Jason Fagone of the Kill Fee podcast interviewed business journalist Karen K. Ho about her career.
“If you want to write about money, you get to write about anything,” said Ho. “And I would never be bored and run out of things to write about. And I knew that there weren’t a lot of young people under 25 that were actively interested in business journalism.”
Her business journalism included covering the oil industry in Yellowknife, Canada, where she wrote and managed the business and labor section of three weekly newspapers: Yellowknifer, as well as the two versions of News/North covering the Northwest Territories and Nunavut.
“I was working at a television station at the time, and was fairly miserable,” said Ho about moving to the Northwest Territories, where it is 35 below zero for three months out of the year. “And I really wanted to write and report.”
Ho previously worked in public relations as well, and had completed a Canadian securities course before her first job in business journalism, at the Financial Post.

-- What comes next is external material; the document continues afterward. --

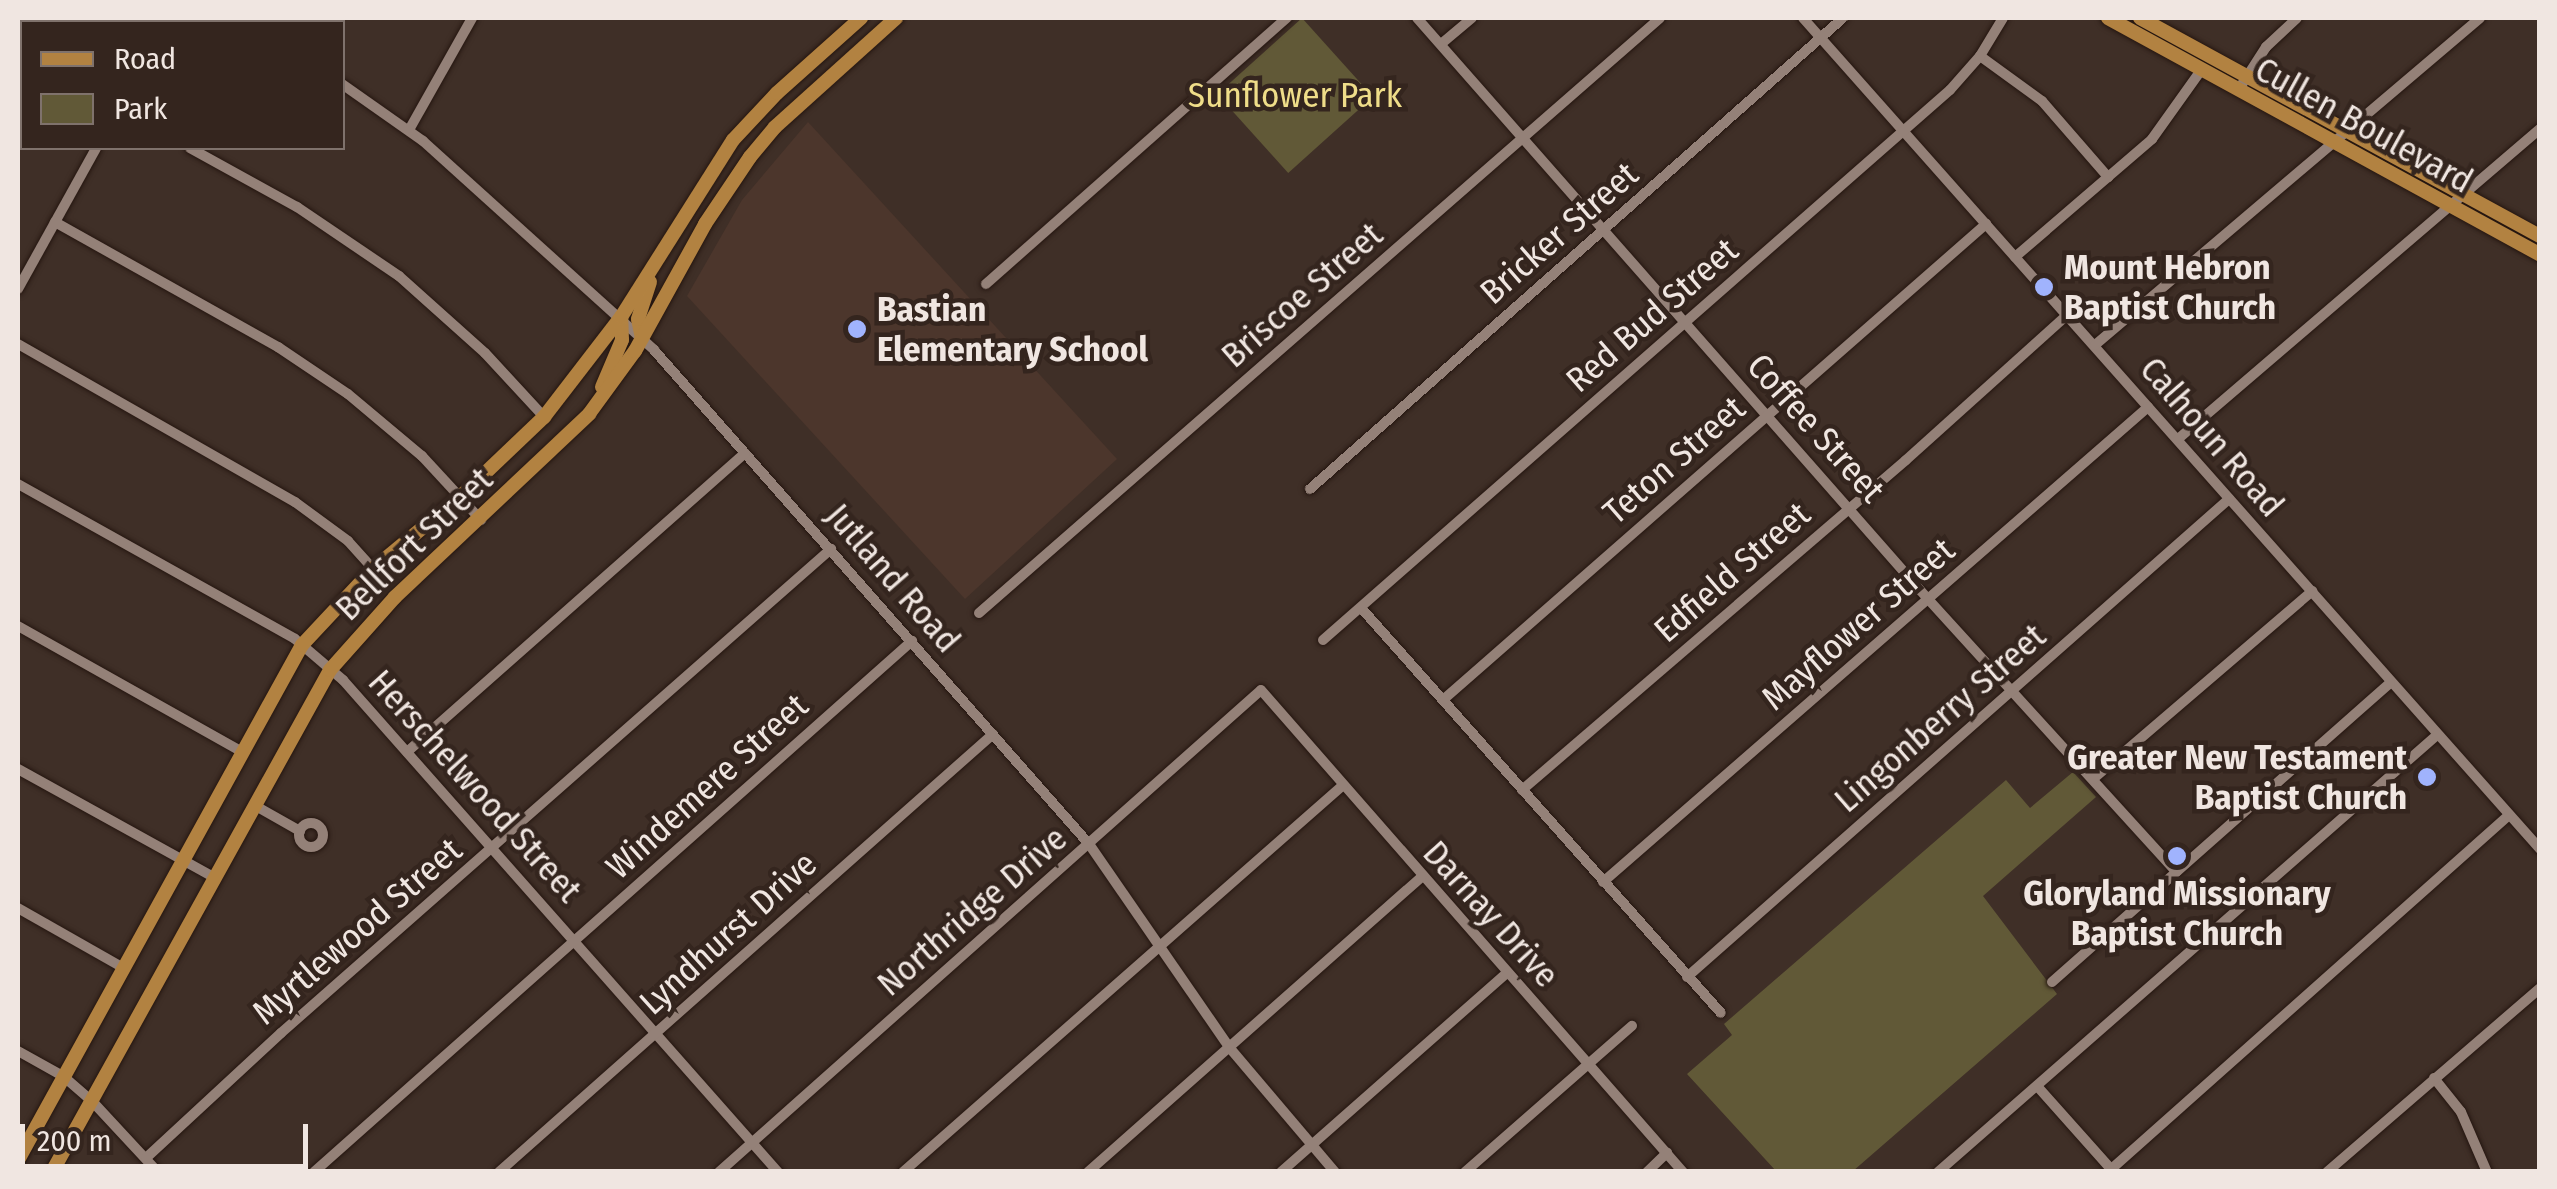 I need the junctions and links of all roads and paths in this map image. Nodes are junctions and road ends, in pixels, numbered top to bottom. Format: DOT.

Ho became a business journalist after taking a seminar on how to read financial statements and find stories.
“I got the bug within an hour,” said Ho. “I was like, this is really fascinating. The idea that you could look at a sheet of what seemed like random numbers and figure out looking at things like inventory and accounts receivable and find stories — when you can look at the Matrix and see things.”
Ho recently completed a master’s program at the Columbia University Graduate School of Journalism and is the incoming Delacorte Fellow at Columbia Journalism Review.
To listen, go here.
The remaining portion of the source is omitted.